In lieu of an abstract, here is a brief excerpt of the content:

  • Editor’s Note
  • Laura Julier

The redbuds are blooming, a row of pink clouds alongside the parking structure. Beyond them, a different tree, the buds of which are pulsing orange in the afternoon’s light. And beyond that, the Red Cedar River and the ducks. A small circle of student writers is trying to hold class outside, out there, one of those groups that appear at some point every April, trying to push spring beyond where it really is, the ground not yet warm nor fully dry. Heads are bent; hands keep slapping papers that the wind keeps ruffling. That’s what we are looking at outside the windows of our corner office as we put the finishing edits on this issue of Fourth Genre, the first for this editorial team.

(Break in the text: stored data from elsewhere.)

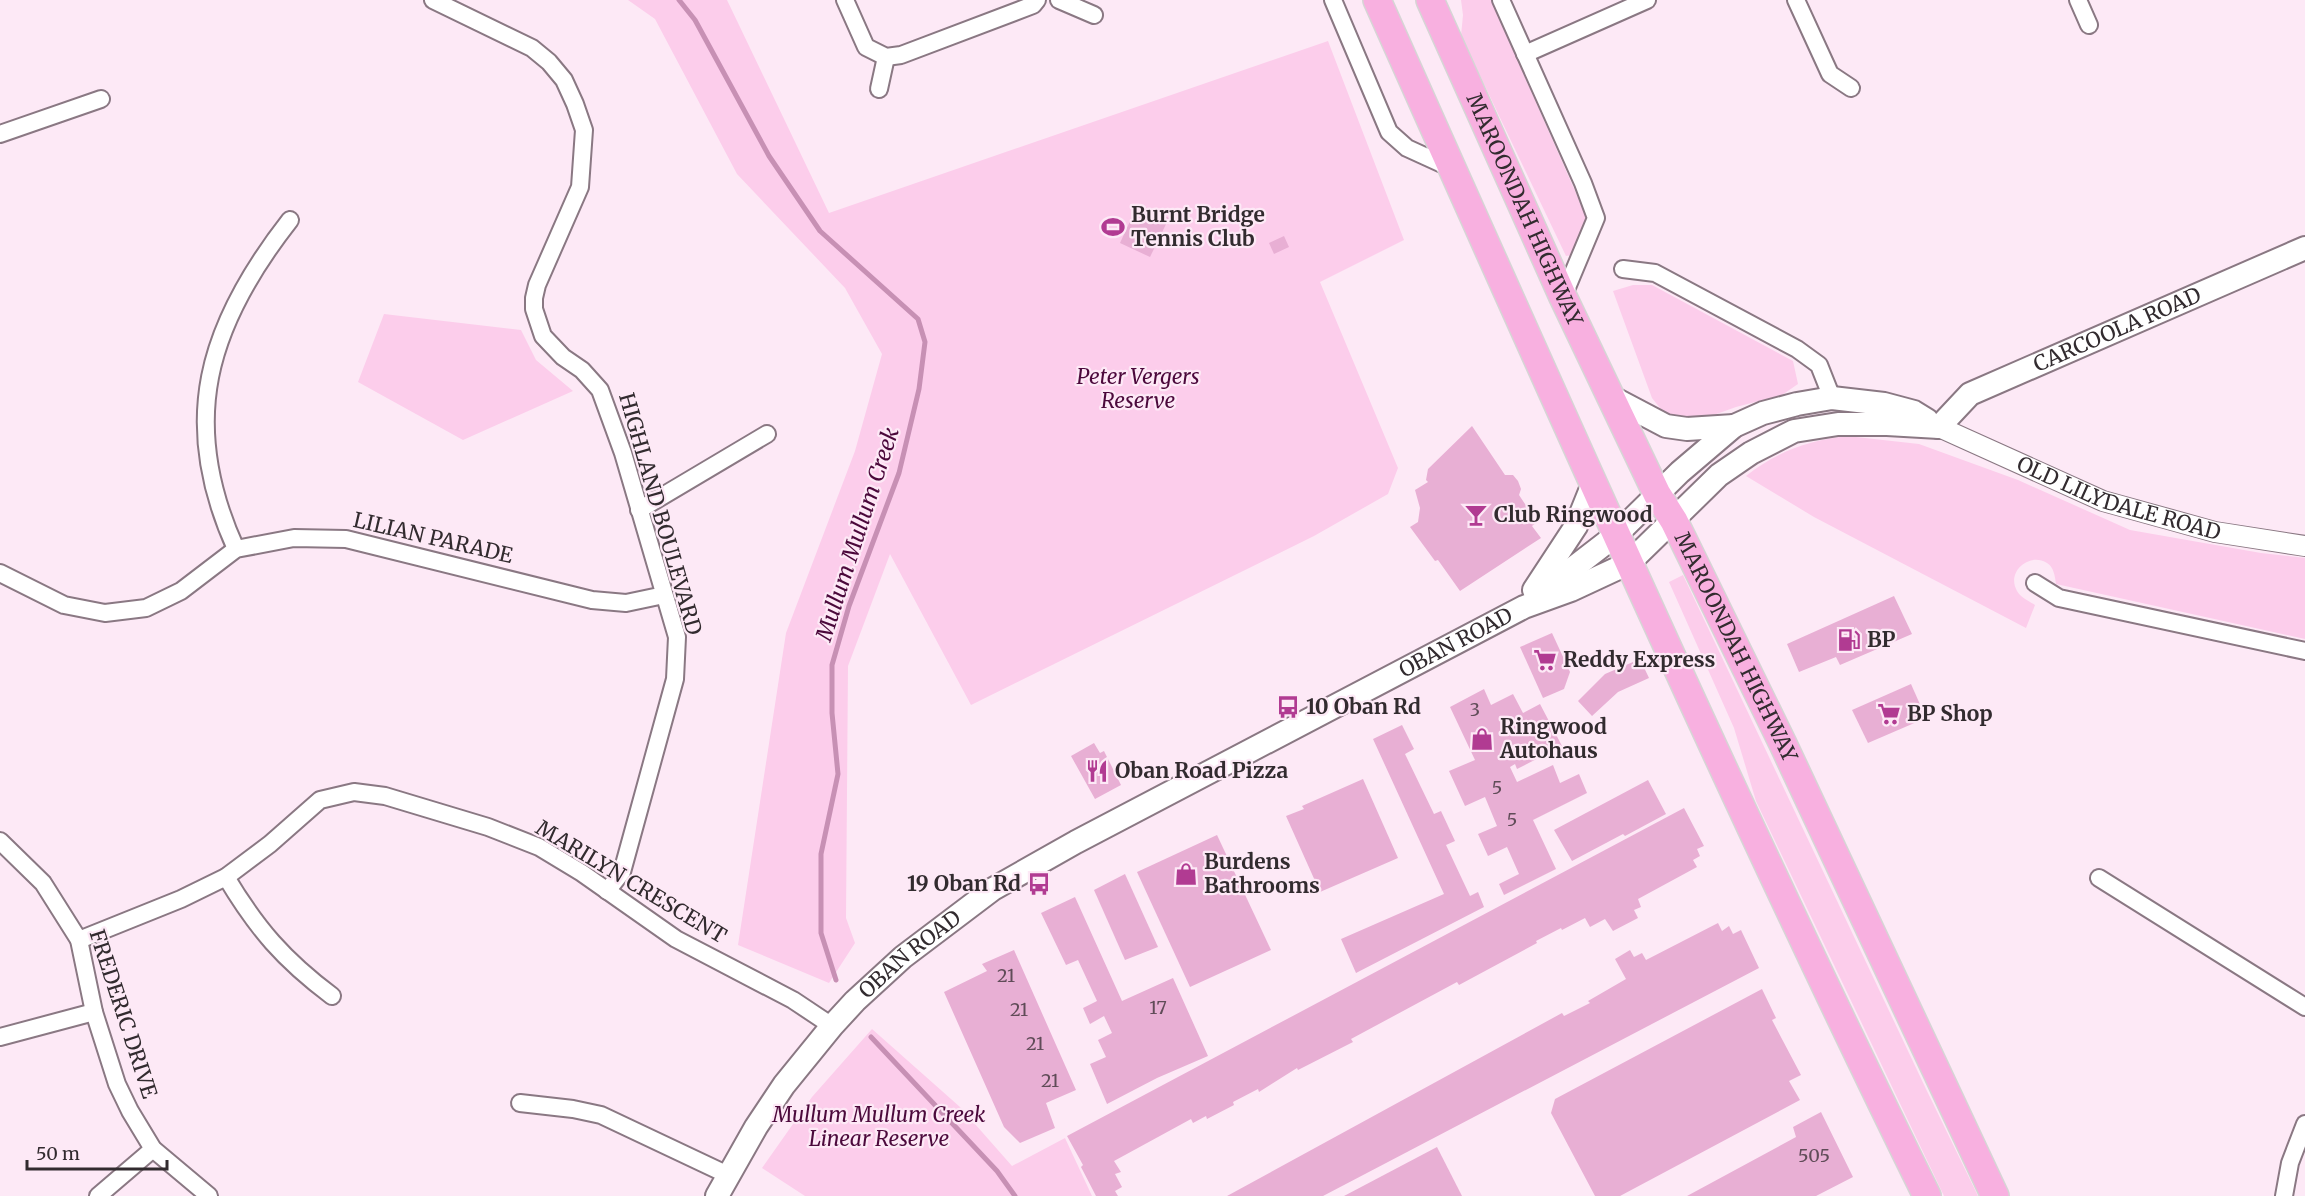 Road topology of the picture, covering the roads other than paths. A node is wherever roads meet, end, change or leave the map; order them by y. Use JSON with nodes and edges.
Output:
{"nodes":[{"id":1,"x":433,"y":0,"type":"edge"},
{"id":2,"x":845,"y":0,"type":"edge"},
{"id":3,"x":1037,"y":0,"type":"edge"},
{"id":4,"x":1059,"y":0,"type":"edge"},
{"id":5,"x":1333,"y":0,"type":"edge"},
{"id":6,"x":1377,"y":0,"type":"edge"},
{"id":7,"x":1430,"y":0,"type":"edge"},
{"id":8,"x":1501,"y":0,"type":"edge"},
{"id":9,"x":1647,"y":0,"type":"edge"},
{"id":10,"x":1796,"y":0,"type":"edge"},
{"id":11,"x":2078,"y":0,"type":"edge"},
{"id":12,"x":1094,"y":15,"type":"dead end"},
{"id":13,"x":2089,"y":25,"type":"dead end"},
{"id":14,"x":1525,"y":54,"type":"junction"},
{"id":15,"x":886,"y":57,"type":"junction"},
{"id":16,"x":1851,"y":88,"type":"dead end"},
{"id":17,"x":879,"y":89,"type":"dead end"},
{"id":18,"x":101,"y":99,"type":"dead end"},
{"id":19,"x":0,"y":134,"type":"edge"},
{"id":20,"x":1453,"y":170,"type":"junction"},
{"id":21,"x":290,"y":220,"type":"dead end"},
{"id":22,"x":2305,"y":248,"type":"edge"},
{"id":23,"x":1623,"y":269,"type":"dead end"},
{"id":24,"x":1563,"y":297,"type":"junction"},
{"id":25,"x":1611,"y":398,"type":"junction"},
{"id":26,"x":1832,"y":398,"type":"junction"},
{"id":27,"x":1838,"y":424,"type":"junction"},
{"id":28,"x":1734,"y":426,"type":"junction"},
{"id":29,"x":1939,"y":427,"type":"junction"},
{"id":30,"x":767,"y":434,"type":"dead end"},
{"id":31,"x":1593,"y":484,"type":"junction"},
{"id":32,"x":1657,"y":494,"type":"junction"},
{"id":33,"x":639,"y":510,"type":"junction"},
{"id":34,"x":1674,"y":520,"type":"junction"},
{"id":35,"x":1616,"y":535,"type":"junction"},
{"id":36,"x":2305,"y":546,"type":"edge"},
{"id":37,"x":236,"y":549,"type":"junction"},
{"id":38,"x":1629,"y":563,"type":"junction"},
{"id":39,"x":0,"y":573,"type":"edge"},
{"id":40,"x":2035,"y":582,"type":"dead end"},
{"id":41,"x":664,"y":595,"type":"junction"},
{"id":42,"x":1524,"y":607,"type":"junction"},
{"id":43,"x":2305,"y":651,"type":"edge"},
{"id":44,"x":0,"y":841,"type":"edge"},
{"id":45,"x":226,"y":877,"type":"junction"},
{"id":46,"x":2099,"y":878,"type":"dead end"},
{"id":47,"x":607,"y":891,"type":"junction"},
{"id":48,"x":79,"y":940,"type":"junction"},
{"id":49,"x":332,"y":996,"type":"dead end"},
{"id":50,"x":2305,"y":1007,"type":"edge"},
{"id":51,"x":94,"y":1012,"type":"junction"},
{"id":52,"x":832,"y":1026,"type":"junction"},
{"id":53,"x":0,"y":1037,"type":"edge"},
{"id":54,"x":520,"y":1103,"type":"dead end"},
{"id":55,"x":2305,"y":1124,"type":"edge"},
{"id":56,"x":153,"y":1149,"type":"junction"},
{"id":57,"x":2298,"y":1164,"type":"edge"},
{"id":58,"x":728,"y":1175,"type":"junction"},
{"id":59,"x":99,"y":1196,"type":"edge"},
{"id":60,"x":208,"y":1196,"type":"edge"},
{"id":61,"x":717,"y":1196,"type":"edge"},
{"id":62,"x":1927,"y":1196,"type":"edge"},
{"id":63,"x":1995,"y":1196,"type":"edge"},
{"id":64,"x":2284,"y":1196,"type":"edge"}],
"edges":[{"from":1,"to":33,"type":"street","name":"HIGHLAND BOULEVARD"},
{"from":2,"to":15,"type":"street"},
{"from":3,"to":15,"type":"street"},
{"from":4,"to":12,"type":"street"},
{"from":5,"to":20,"type":"street"},
{"from":6,"to":20,"type":"highway"},
{"from":7,"to":24,"type":"highway","name":"MAROONDAH HIGHWAY"},
{"from":8,"to":14,"type":"street"},
{"from":9,"to":14,"type":"street"},
{"from":10,"to":16,"type":"street"},
{"from":11,"to":13,"type":"street"},
{"from":14,"to":24,"type":"street"},
{"from":15,"to":17,"type":"street"},
{"from":18,"to":19,"type":"street"},
{"from":20,"to":31,"type":"highway"},
{"from":21,"to":37,"type":"street"},
{"from":22,"to":29,"type":"main road","name":"CARCOOLA ROAD"},
{"from":23,"to":26,"type":"street"},
{"from":24,"to":25,"type":"highway","name":"MAROONDAH HIGHWAY"},
{"from":25,"to":28,"type":"main road"},
{"from":25,"to":32,"type":"highway","name":"MAROONDAH HIGHWAY"},
{"from":26,"to":27,"type":"main road"},
{"from":26,"to":28,"type":"main road","name":"OLD LILYDALE ROAD"},
{"from":26,"to":29,"type":"main road","name":"OLD LILYDALE ROAD"},
{"from":27,"to":29,"type":"main road","name":"OLD LILYDALE ROAD"},
{"from":27,"to":34,"type":"main road","name":"OLD LILYDALE ROAD"},
{"from":28,"to":32,"type":"main road","name":"OLD LILYDALE ROAD"},
{"from":29,"to":36,"type":"street","name":"OLD LILYDALE ROAD"},
{"from":30,"to":33,"type":"street"},
{"from":31,"to":35,"type":"highway"},
{"from":31,"to":42,"type":"main road"},
{"from":32,"to":34,"type":"highway","name":"MAROONDAH HIGHWAY"},
{"from":32,"to":35,"type":"main road","name":"OBAN ROAD"},
{"from":33,"to":41,"type":"street","name":"HIGHLAND BOULEVARD"},
{"from":34,"to":38,"type":"main road","name":"OBAN ROAD"},
{"from":34,"to":63,"type":"highway","name":"MAROONDAH HIGHWAY"},
{"from":35,"to":38,"type":"highway"},
{"from":35,"to":42,"type":"main road","name":"OBAN ROAD"},
{"from":37,"to":39,"type":"street","name":"LILIAN PARADE"},
{"from":37,"to":41,"type":"street","name":"LILIAN PARADE"},
{"from":38,"to":42,"type":"main road","name":"OBAN ROAD"},
{"from":38,"to":62,"type":"highway"},
{"from":40,"to":43,"type":"street"},
{"from":41,"to":47,"type":"street","name":"HIGHLAND BOULEVARD"},
{"from":42,"to":52,"type":"main road","name":"OBAN ROAD"},
{"from":44,"to":48,"type":"street","name":"FREDERIC DRIVE"},
{"from":45,"to":47,"type":"street","name":"MARILYN CRESCENT"},
{"from":45,"to":48,"type":"street","name":"MARILYN CRESCENT"},
{"from":45,"to":49,"type":"street"},
{"from":46,"to":50,"type":"street"},
{"from":47,"to":52,"type":"street","name":"MARILYN CRESCENT"},
{"from":48,"to":51,"type":"street","name":"FREDERIC DRIVE"},
{"from":51,"to":53,"type":"street"},
{"from":51,"to":56,"type":"street","name":"FREDERIC DRIVE"},
{"from":52,"to":58,"type":"main road","name":"OBAN ROAD"},
{"from":54,"to":58,"type":"street"},
{"from":55,"to":57,"type":"street"},
{"from":56,"to":59,"type":"street"},
{"from":56,"to":60,"type":"street","name":"FREDERIC DRIVE"},
{"from":57,"to":64,"type":"street"},
{"from":58,"to":61,"type":"main road","name":"OBAN ROAD"}]}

All over the walls are poster-sized sticky notes with charts and plans for staffing the journal’s table at the annual AWP conference in Chicago, and alongside them, notes about queries from authors, photos they’ve sent us, amusing cover letters, and tiny purple post-its with reminders in the imperative voice. On the south-facing windowsill, one of the rosemary plants has all but dried up, and two or three oddly named succulents are barely clinging to the soil.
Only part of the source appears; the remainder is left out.